◆ TASK TO CARRY OUT: Please restate each entry word for word and leave the pictures out.
──────── SUPPLIED RECORDS ────────
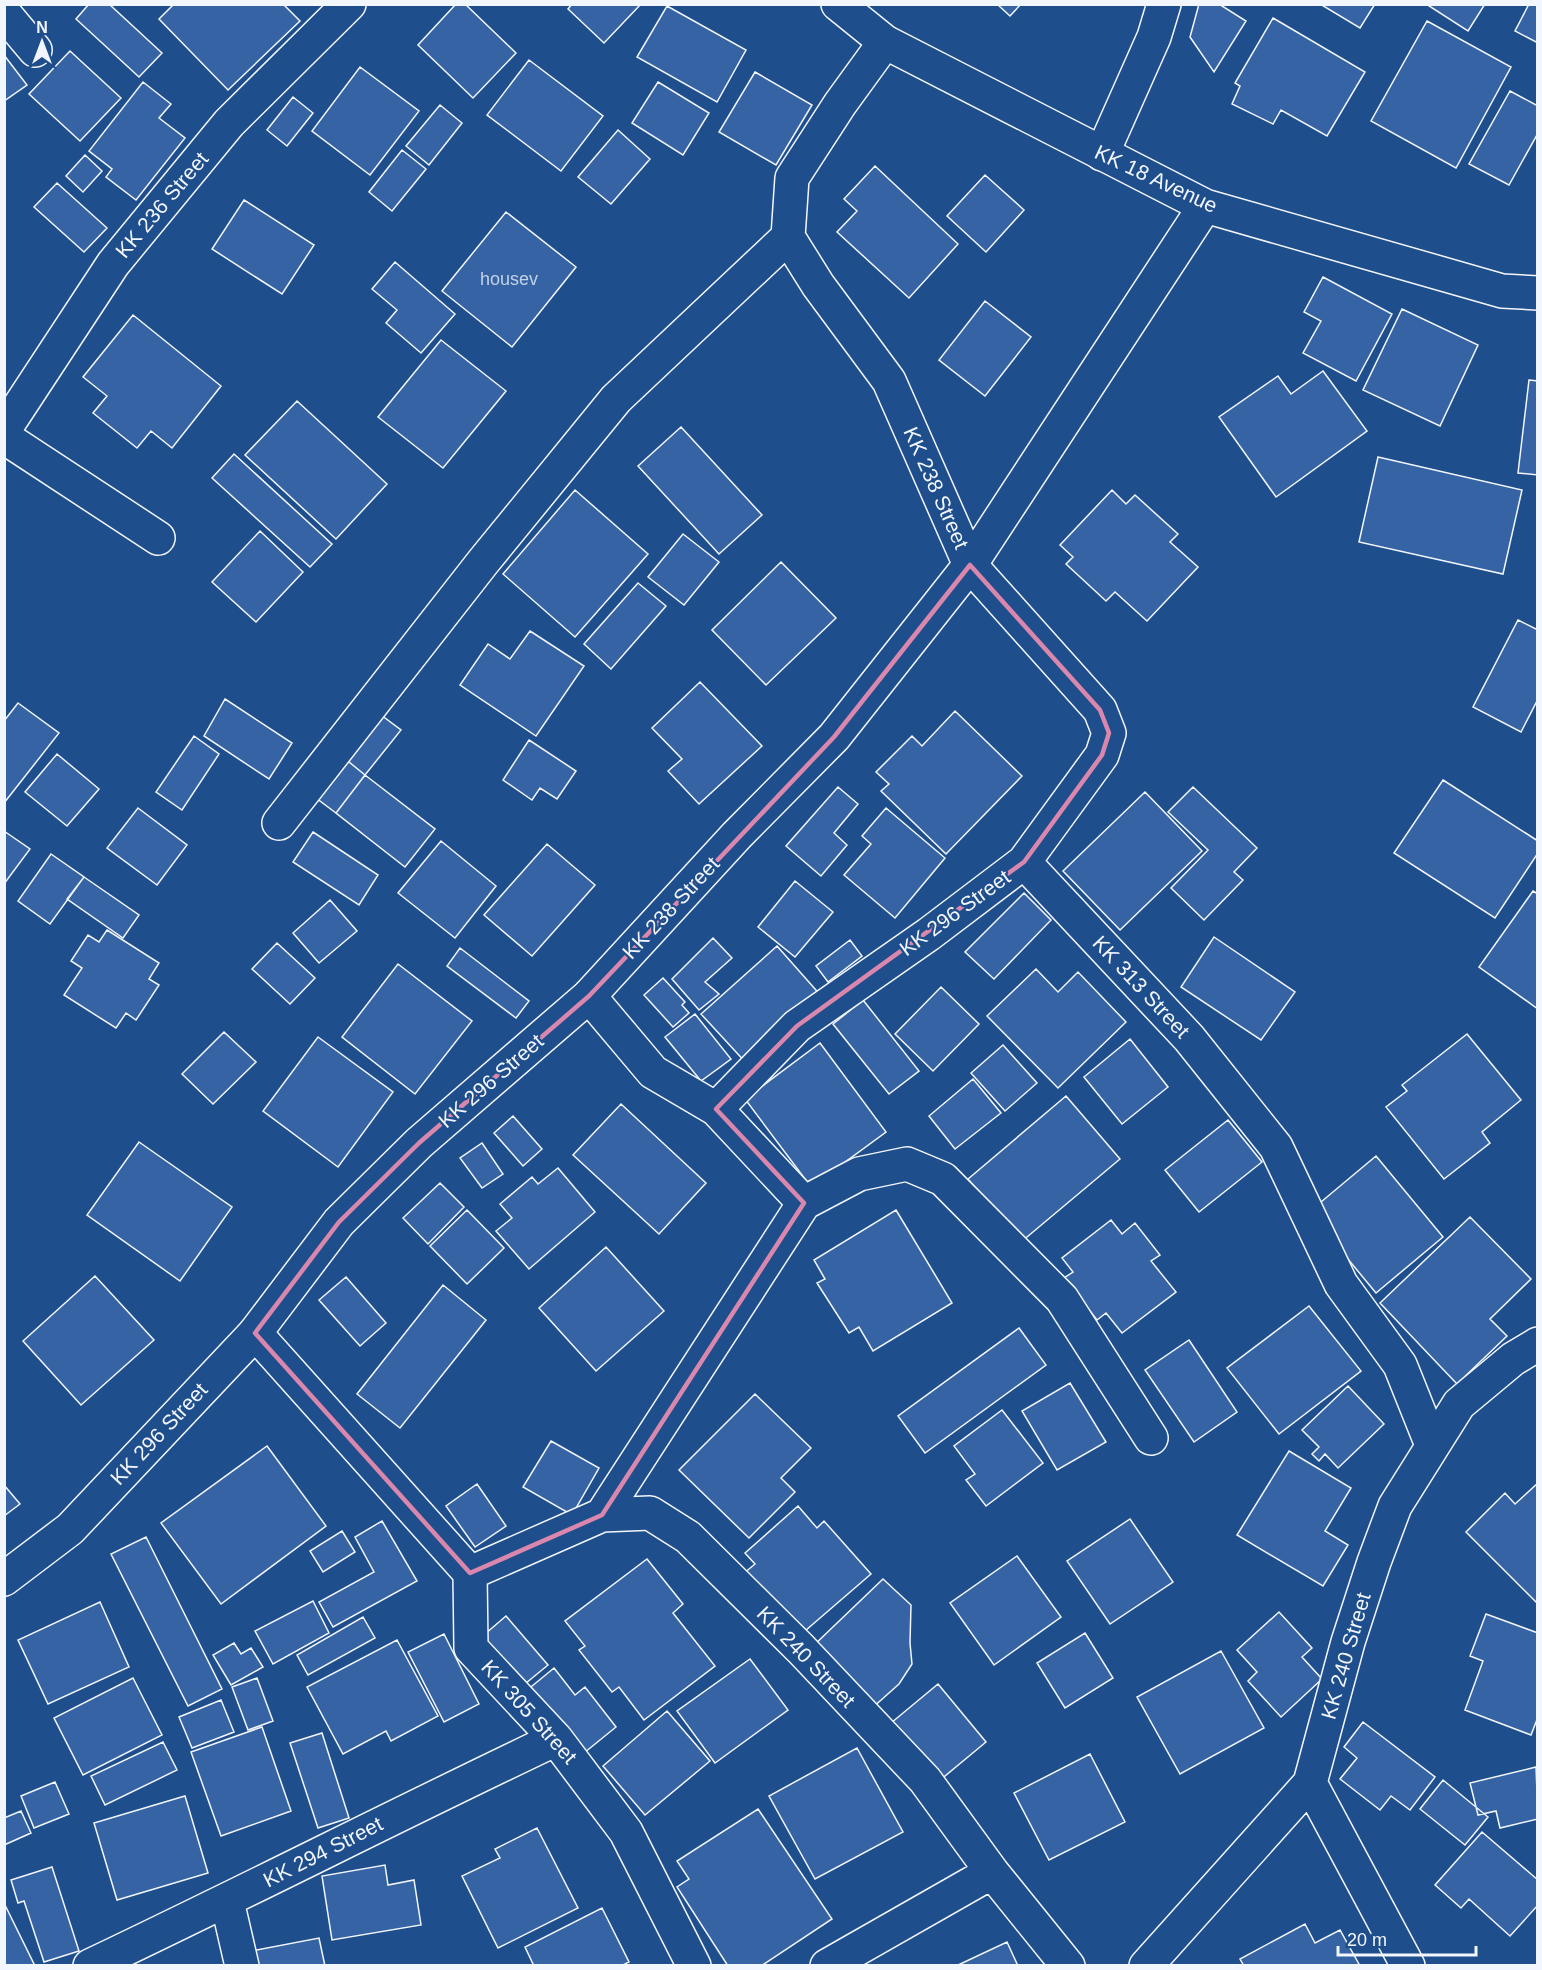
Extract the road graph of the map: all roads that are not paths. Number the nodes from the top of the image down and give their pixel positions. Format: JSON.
{"nodes":[{"id":1,"x":349,"y":4,"type":"edge"},
{"id":2,"x":838,"y":4,"type":"edge"},
{"id":3,"x":1164,"y":4,"type":"edge"},
{"id":4,"x":4,"y":13,"type":"edge"},
{"id":5,"x":885,"y":42,"type":"junction"},
{"id":6,"x":35,"y":50,"type":"dead end"},
{"id":7,"x":1102,"y":154,"type":"junction"},
{"id":8,"x":1205,"y":206,"type":"junction"},
{"id":9,"x":788,"y":237,"type":"junction"},
{"id":10,"x":1538,"y":293,"type":"edge"},
{"id":11,"x":4,"y":430,"type":"edge"},
{"id":12,"x":4,"y":437,"type":"edge"},
{"id":13,"x":158,"y":538,"type":"dead end"},
{"id":14,"x":970,"y":565,"type":"junction"},
{"id":15,"x":279,"y":823,"type":"dead end"},
{"id":16,"x":1024,"y":862,"type":"junction"},
{"id":17,"x":589,"y":996,"type":"junction"},
{"id":18,"x":716,"y":1109,"type":"junction"},
{"id":19,"x":804,"y":1203,"type":"junction"},
{"id":20,"x":255,"y":1333,"type":"junction"},
{"id":21,"x":1538,"y":1344,"type":"edge"},
{"id":22,"x":1151,"y":1438,"type":"dead end"},
{"id":23,"x":1432,"y":1445,"type":"junction"},
{"id":24,"x":602,"y":1515,"type":"junction"},
{"id":25,"x":470,"y":1572,"type":"junction"},
{"id":26,"x":4,"y":1579,"type":"edge"},
{"id":27,"x":556,"y":1738,"type":"junction"},
{"id":28,"x":1310,"y":1783,"type":"junction"},
{"id":29,"x":992,"y":1872,"type":"junction"},
{"id":30,"x":227,"y":1901,"type":"junction"},
{"id":31,"x":90,"y":1965,"type":"edge"},
{"id":32,"x":242,"y":1965,"type":"edge"},
{"id":33,"x":694,"y":1965,"type":"edge"},
{"id":34,"x":827,"y":1965,"type":"edge"},
{"id":35,"x":1068,"y":1965,"type":"edge"},
{"id":36,"x":1146,"y":1965,"type":"edge"},
{"id":37,"x":1408,"y":1965,"type":"edge"}],
"edges":[{"from":1,"to":11,"type":"street","name":"KK 236 Street"},
{"from":2,"to":5,"type":"street","name":"KK 18 Avenue"},
{"from":3,"to":7,"type":"street"},
{"from":4,"to":6,"type":"street"},
{"from":5,"to":7,"type":"street","name":"KK 18 Avenue"},
{"from":5,"to":9,"type":"street"},
{"from":7,"to":8,"type":"street","name":"KK 18 Avenue"},
{"from":8,"to":10,"type":"street","name":"KK 18 Avenue"},
{"from":8,"to":14,"type":"street"},
{"from":9,"to":14,"type":"street","name":"KK 238 Street"},
{"from":9,"to":15,"type":"street"},
{"from":12,"to":13,"type":"street"},
{"from":14,"to":16,"type":"street"},
{"from":14,"to":17,"type":"street","name":"KK 238 Street"},
{"from":16,"to":18,"type":"street","name":"KK 296 Street"},
{"from":16,"to":23,"type":"street","name":"KK 313 Street"},
{"from":17,"to":18,"type":"street"},
{"from":17,"to":20,"type":"street","name":"KK 296 Street"},
{"from":18,"to":19,"type":"street"},
{"from":19,"to":22,"type":"street"},
{"from":19,"to":24,"type":"street"},
{"from":20,"to":25,"type":"street"},
{"from":20,"to":26,"type":"street","name":"KK 296 Street"},
{"from":21,"to":23,"type":"street","name":"KK 240 Street"},
{"from":23,"to":28,"type":"street","name":"KK 240 Street"},
{"from":24,"to":25,"type":"street","name":"KK 240 Street"},
{"from":24,"to":29,"type":"street","name":"KK 240 Street"},
{"from":25,"to":27,"type":"street","name":"KK 305 Street"},
{"from":27,"to":30,"type":"street","name":"KK 294 Street"},
{"from":27,"to":33,"type":"street","name":"KK 305 Street"},
{"from":28,"to":36,"type":"street","name":"KK 240 Street"},
{"from":28,"to":37,"type":"street"},
{"from":29,"to":34,"type":"street"},
{"from":29,"to":35,"type":"street","name":"KK 240 Street"},
{"from":30,"to":31,"type":"street","name":"KK 294 Street"},
{"from":30,"to":32,"type":"street"}]}
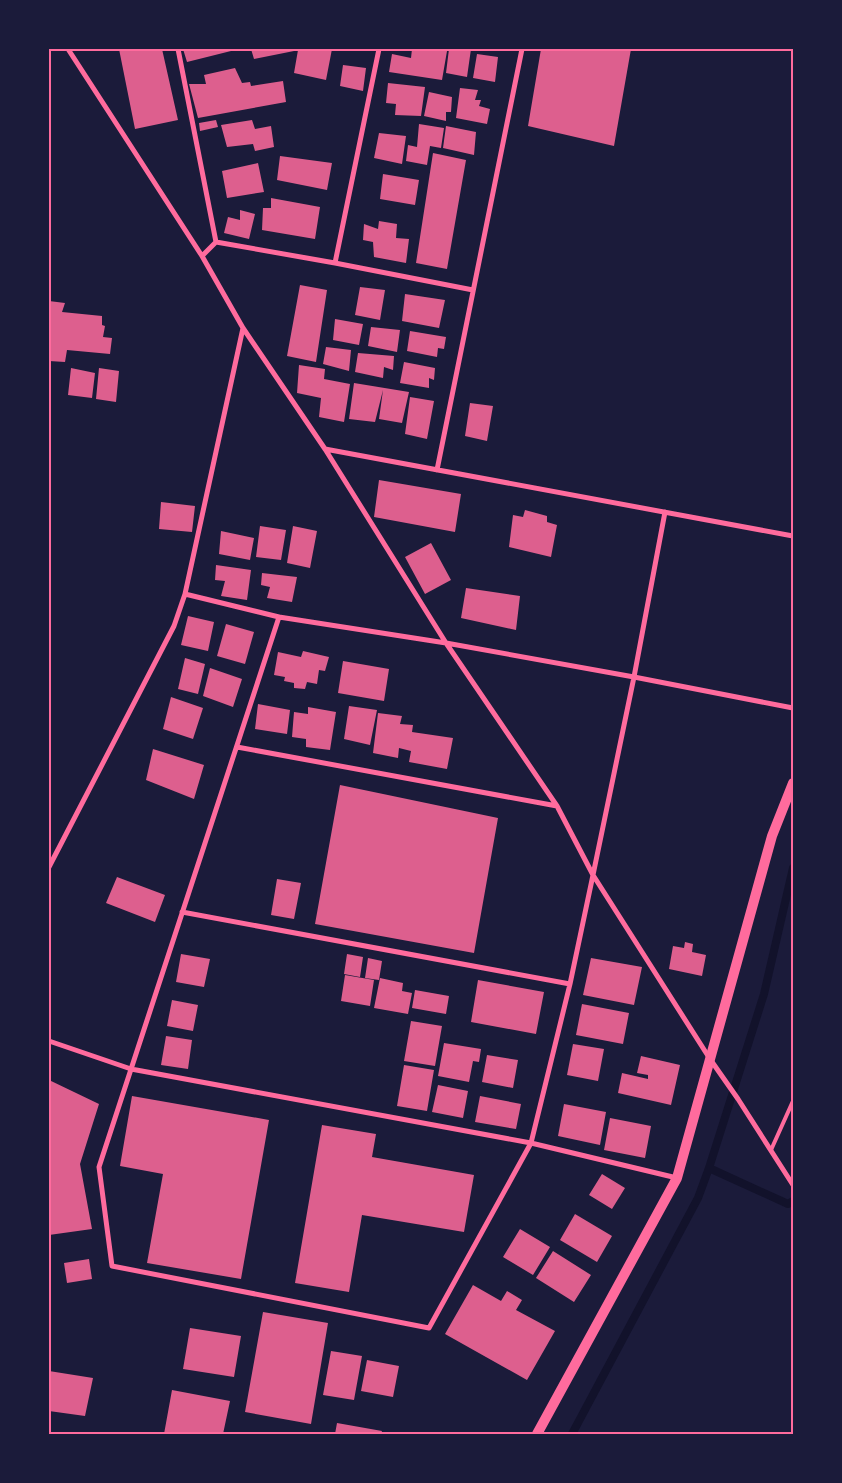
────────
◆ OUTPUT OF THE TASK:
Extract the road graph of the map: all roads that are not paths. Number the nodes from the top of the image down and give their pixel positions. Format: JSON.
{"nodes":[{"id":1,"x":349,"y":4,"type":"edge"},
{"id":2,"x":838,"y":4,"type":"edge"},
{"id":3,"x":1164,"y":4,"type":"edge"},
{"id":4,"x":4,"y":13,"type":"edge"},
{"id":5,"x":885,"y":42,"type":"junction"},
{"id":6,"x":35,"y":50,"type":"dead end"},
{"id":7,"x":1102,"y":154,"type":"junction"},
{"id":8,"x":1205,"y":206,"type":"junction"},
{"id":9,"x":788,"y":237,"type":"junction"},
{"id":10,"x":1538,"y":293,"type":"edge"},
{"id":11,"x":4,"y":430,"type":"edge"},
{"id":12,"x":4,"y":437,"type":"edge"},
{"id":13,"x":158,"y":538,"type":"dead end"},
{"id":14,"x":970,"y":565,"type":"junction"},
{"id":15,"x":279,"y":823,"type":"dead end"},
{"id":16,"x":1024,"y":862,"type":"junction"},
{"id":17,"x":589,"y":996,"type":"junction"},
{"id":18,"x":716,"y":1109,"type":"junction"},
{"id":19,"x":804,"y":1203,"type":"junction"},
{"id":20,"x":255,"y":1333,"type":"junction"},
{"id":21,"x":1538,"y":1344,"type":"edge"},
{"id":22,"x":1151,"y":1438,"type":"dead end"},
{"id":23,"x":1432,"y":1445,"type":"junction"},
{"id":24,"x":602,"y":1515,"type":"junction"},
{"id":25,"x":470,"y":1572,"type":"junction"},
{"id":26,"x":4,"y":1579,"type":"edge"},
{"id":27,"x":556,"y":1738,"type":"junction"},
{"id":28,"x":1310,"y":1783,"type":"junction"},
{"id":29,"x":992,"y":1872,"type":"junction"},
{"id":30,"x":227,"y":1901,"type":"junction"},
{"id":31,"x":90,"y":1965,"type":"edge"},
{"id":32,"x":242,"y":1965,"type":"edge"},
{"id":33,"x":694,"y":1965,"type":"edge"},
{"id":34,"x":827,"y":1965,"type":"edge"},
{"id":35,"x":1068,"y":1965,"type":"edge"},
{"id":36,"x":1146,"y":1965,"type":"edge"},
{"id":37,"x":1408,"y":1965,"type":"edge"}],
"edges":[{"from":1,"to":11,"type":"street","name":"KK 236 Street"},
{"from":2,"to":5,"type":"street","name":"KK 18 Avenue"},
{"from":3,"to":7,"type":"street"},
{"from":4,"to":6,"type":"street"},
{"from":5,"to":7,"type":"street","name":"KK 18 Avenue"},
{"from":5,"to":9,"type":"street"},
{"from":7,"to":8,"type":"street","name":"KK 18 Avenue"},
{"from":8,"to":10,"type":"street","name":"KK 18 Avenue"},
{"from":8,"to":14,"type":"street"},
{"from":9,"to":14,"type":"street","name":"KK 238 Street"},
{"from":9,"to":15,"type":"street"},
{"from":12,"to":13,"type":"street"},
{"from":14,"to":16,"type":"street"},
{"from":14,"to":17,"type":"street","name":"KK 238 Street"},
{"from":16,"to":18,"type":"street","name":"KK 296 Street"},
{"from":16,"to":23,"type":"street","name":"KK 313 Street"},
{"from":17,"to":18,"type":"street"},
{"from":17,"to":20,"type":"street","name":"KK 296 Street"},
{"from":18,"to":19,"type":"street"},
{"from":19,"to":22,"type":"street"},
{"from":19,"to":24,"type":"street"},
{"from":20,"to":25,"type":"street"},
{"from":20,"to":26,"type":"street","name":"KK 296 Street"},
{"from":21,"to":23,"type":"street","name":"KK 240 Street"},
{"from":23,"to":28,"type":"street","name":"KK 240 Street"},
{"from":24,"to":25,"type":"street","name":"KK 240 Street"},
{"from":24,"to":29,"type":"street","name":"KK 240 Street"},
{"from":25,"to":27,"type":"street","name":"KK 305 Street"},
{"from":27,"to":30,"type":"street","name":"KK 294 Street"},
{"from":27,"to":33,"type":"street","name":"KK 305 Street"},
{"from":28,"to":36,"type":"street","name":"KK 240 Street"},
{"from":28,"to":37,"type":"street"},
{"from":29,"to":34,"type":"street"},
{"from":29,"to":35,"type":"street","name":"KK 240 Street"},
{"from":30,"to":31,"type":"street","name":"KK 294 Street"},
{"from":30,"to":32,"type":"street"}]}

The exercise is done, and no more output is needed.